Records from a dataset:
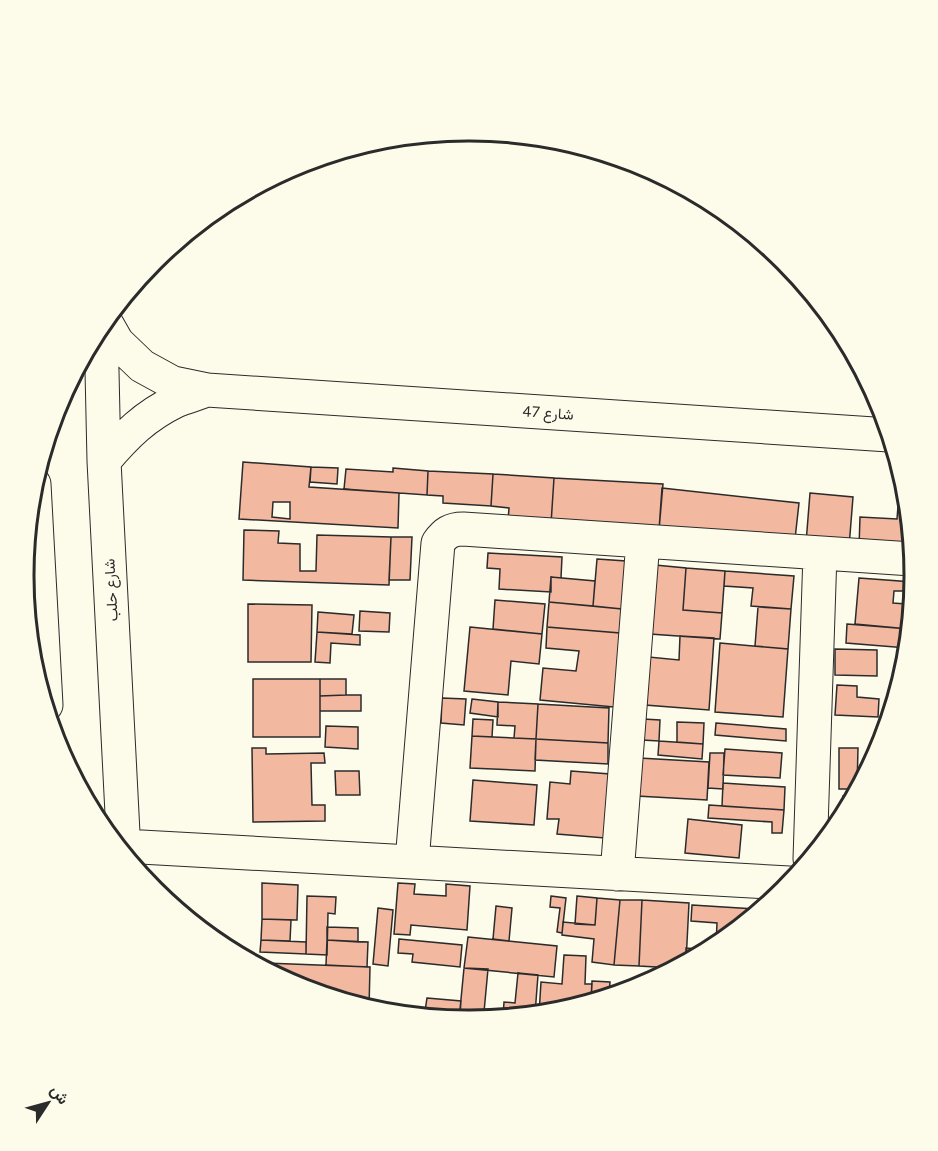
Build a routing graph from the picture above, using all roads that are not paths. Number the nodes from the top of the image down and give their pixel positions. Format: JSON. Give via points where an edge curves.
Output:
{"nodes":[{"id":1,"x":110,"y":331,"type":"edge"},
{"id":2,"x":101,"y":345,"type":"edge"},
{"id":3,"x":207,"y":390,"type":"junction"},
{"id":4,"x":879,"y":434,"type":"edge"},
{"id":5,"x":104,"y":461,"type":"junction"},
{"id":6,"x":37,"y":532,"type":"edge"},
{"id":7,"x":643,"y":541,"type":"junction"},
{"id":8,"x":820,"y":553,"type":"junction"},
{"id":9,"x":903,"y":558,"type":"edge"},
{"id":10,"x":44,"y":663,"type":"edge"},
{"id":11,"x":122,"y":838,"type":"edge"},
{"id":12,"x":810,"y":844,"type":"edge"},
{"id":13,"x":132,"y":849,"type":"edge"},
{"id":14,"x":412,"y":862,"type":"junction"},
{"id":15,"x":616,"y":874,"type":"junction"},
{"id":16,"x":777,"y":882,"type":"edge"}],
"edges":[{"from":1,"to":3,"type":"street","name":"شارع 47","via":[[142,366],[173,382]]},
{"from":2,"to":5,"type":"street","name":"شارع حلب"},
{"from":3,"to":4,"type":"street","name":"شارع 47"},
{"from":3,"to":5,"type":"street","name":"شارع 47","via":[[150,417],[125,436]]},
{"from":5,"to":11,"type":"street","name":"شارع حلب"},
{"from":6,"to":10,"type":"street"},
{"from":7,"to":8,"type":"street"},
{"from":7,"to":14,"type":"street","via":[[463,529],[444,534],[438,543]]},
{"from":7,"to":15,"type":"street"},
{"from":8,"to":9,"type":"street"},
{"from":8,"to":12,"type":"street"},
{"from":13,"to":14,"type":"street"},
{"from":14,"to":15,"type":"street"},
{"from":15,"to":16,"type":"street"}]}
* * *
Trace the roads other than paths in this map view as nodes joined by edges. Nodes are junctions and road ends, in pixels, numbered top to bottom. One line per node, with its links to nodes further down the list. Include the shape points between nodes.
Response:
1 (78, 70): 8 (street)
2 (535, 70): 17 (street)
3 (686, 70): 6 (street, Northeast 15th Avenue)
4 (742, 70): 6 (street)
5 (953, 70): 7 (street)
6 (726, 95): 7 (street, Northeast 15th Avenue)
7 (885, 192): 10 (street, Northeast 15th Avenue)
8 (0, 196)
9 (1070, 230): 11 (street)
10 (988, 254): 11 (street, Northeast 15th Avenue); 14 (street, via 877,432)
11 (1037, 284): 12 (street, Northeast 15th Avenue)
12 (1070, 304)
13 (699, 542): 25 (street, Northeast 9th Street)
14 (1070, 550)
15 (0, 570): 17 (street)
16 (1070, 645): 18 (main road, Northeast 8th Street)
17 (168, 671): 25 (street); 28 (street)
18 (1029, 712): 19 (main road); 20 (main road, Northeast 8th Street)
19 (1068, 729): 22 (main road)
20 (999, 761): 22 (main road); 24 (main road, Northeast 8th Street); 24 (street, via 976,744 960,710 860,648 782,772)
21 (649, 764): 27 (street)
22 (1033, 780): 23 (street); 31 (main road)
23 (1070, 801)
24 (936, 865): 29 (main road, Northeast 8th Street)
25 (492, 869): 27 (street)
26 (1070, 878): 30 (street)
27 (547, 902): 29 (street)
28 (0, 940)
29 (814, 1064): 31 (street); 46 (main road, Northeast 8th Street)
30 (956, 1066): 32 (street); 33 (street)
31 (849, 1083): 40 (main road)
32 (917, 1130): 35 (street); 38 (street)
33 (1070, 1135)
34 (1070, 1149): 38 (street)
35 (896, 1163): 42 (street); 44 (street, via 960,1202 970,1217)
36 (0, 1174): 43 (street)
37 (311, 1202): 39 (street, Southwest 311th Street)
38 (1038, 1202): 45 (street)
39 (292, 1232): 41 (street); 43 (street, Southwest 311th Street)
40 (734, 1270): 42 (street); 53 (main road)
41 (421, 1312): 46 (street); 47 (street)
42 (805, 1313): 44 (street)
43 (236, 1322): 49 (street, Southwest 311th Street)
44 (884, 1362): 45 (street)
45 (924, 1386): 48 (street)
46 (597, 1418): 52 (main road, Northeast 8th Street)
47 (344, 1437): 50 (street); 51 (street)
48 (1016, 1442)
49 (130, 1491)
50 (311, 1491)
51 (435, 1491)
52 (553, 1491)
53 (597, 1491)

- Instructions to follow
Return only the number of lines in the entries that contain the string "points".

- Written response
2